Stored items
-----

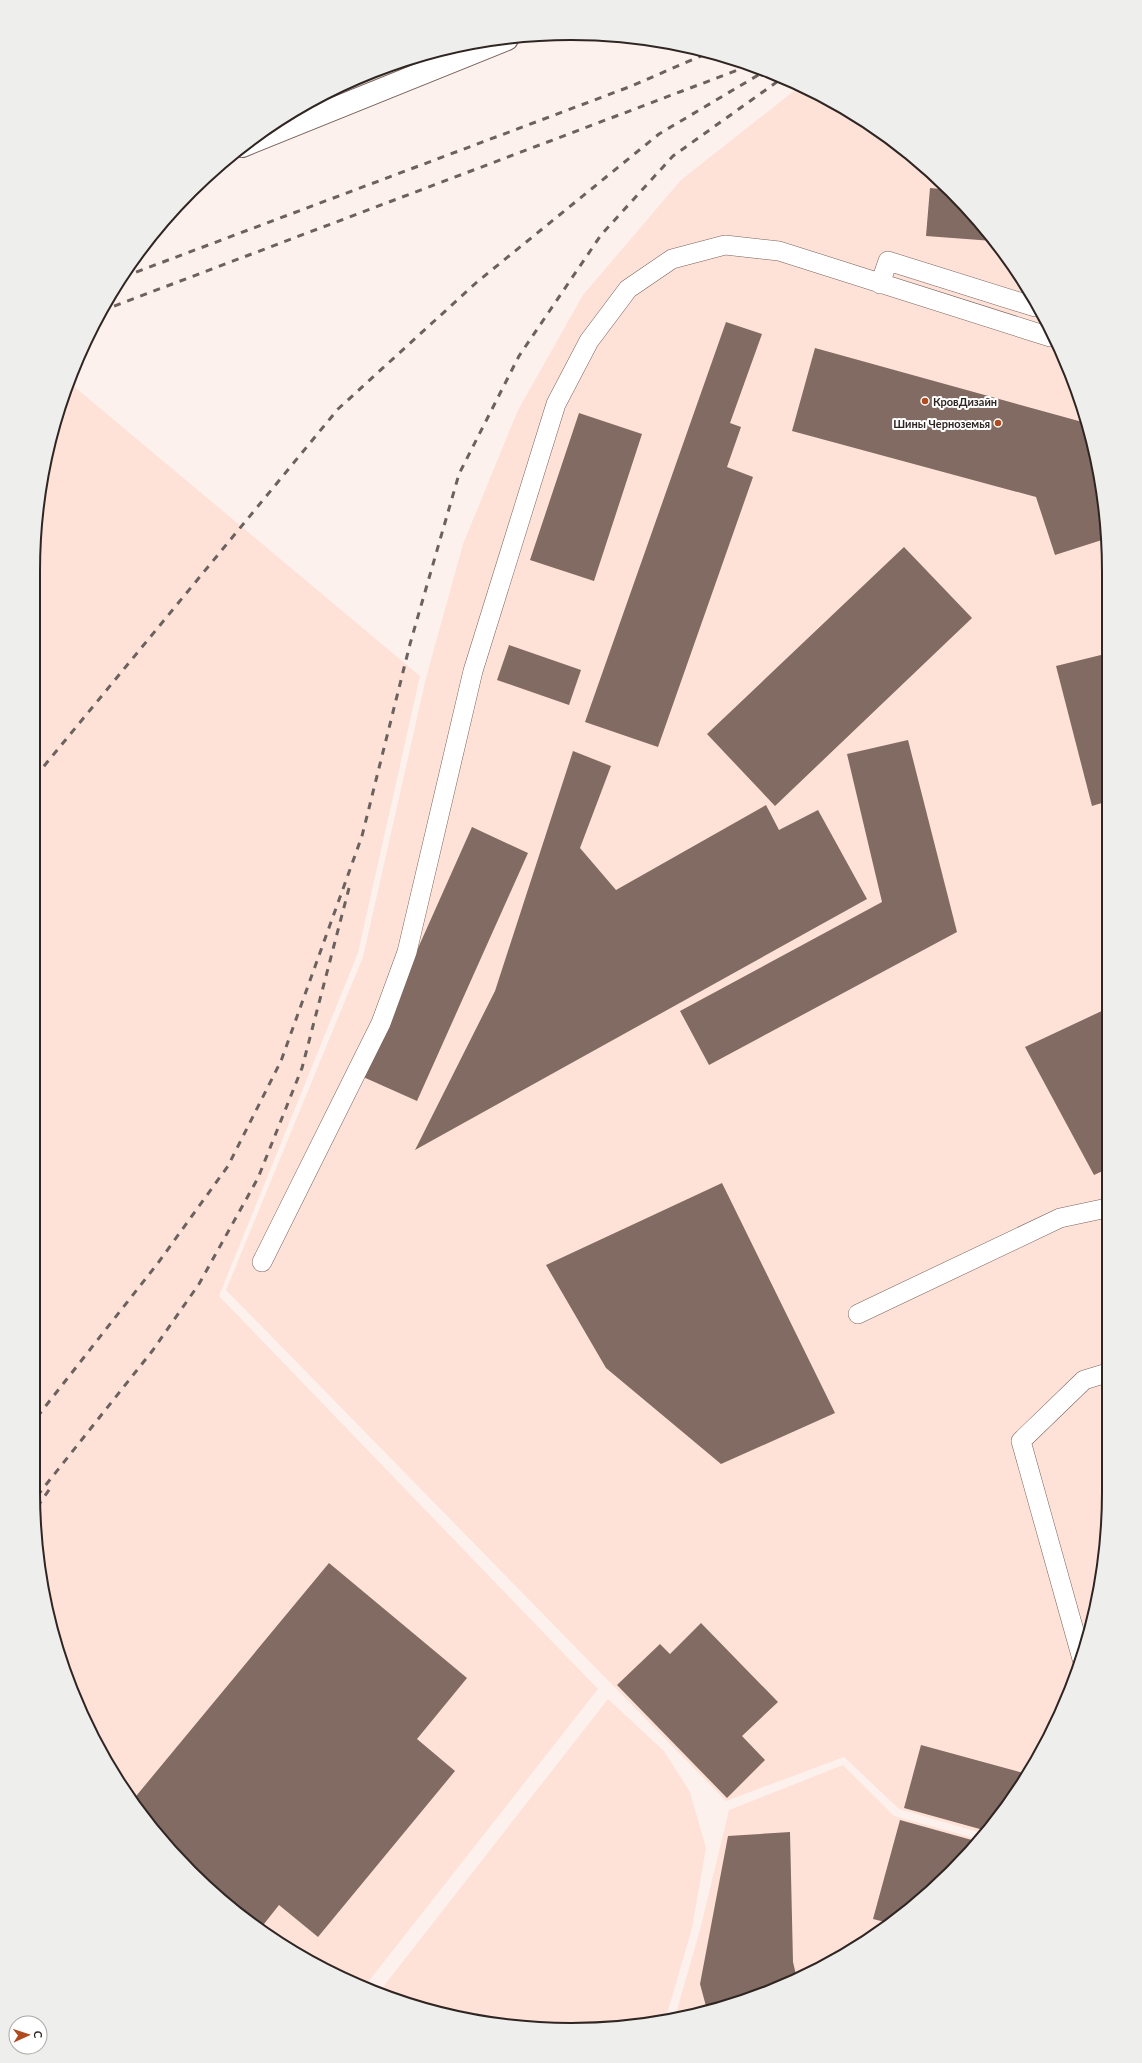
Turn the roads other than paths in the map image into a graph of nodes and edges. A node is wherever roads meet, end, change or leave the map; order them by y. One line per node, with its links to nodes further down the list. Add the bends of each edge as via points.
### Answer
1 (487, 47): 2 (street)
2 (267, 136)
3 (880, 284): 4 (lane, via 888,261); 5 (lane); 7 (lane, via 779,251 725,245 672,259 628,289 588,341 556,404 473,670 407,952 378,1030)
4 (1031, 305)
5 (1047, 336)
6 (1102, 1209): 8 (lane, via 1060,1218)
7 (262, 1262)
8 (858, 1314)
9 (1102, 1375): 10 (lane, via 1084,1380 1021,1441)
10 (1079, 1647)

-----

**The problem:** Every entry should be written out word for word, except for its pictures.

**Solved problem:**
Turn the roads other than paths in the map image into a graph of nodes and edges. A node is wherever roads meet, end, change or leave the map; order them by y. One line per node, with its links to nodes further down the list. Add the bends of each edge as via points.
### Answer
1 (487, 47): 2 (street)
2 (267, 136)
3 (880, 284): 4 (lane, via 888,261); 5 (lane); 7 (lane, via 779,251 725,245 672,259 628,289 588,341 556,404 473,670 407,952 378,1030)
4 (1031, 305)
5 (1047, 336)
6 (1102, 1209): 8 (lane, via 1060,1218)
7 (262, 1262)
8 (858, 1314)
9 (1102, 1375): 10 (lane, via 1084,1380 1021,1441)
10 (1079, 1647)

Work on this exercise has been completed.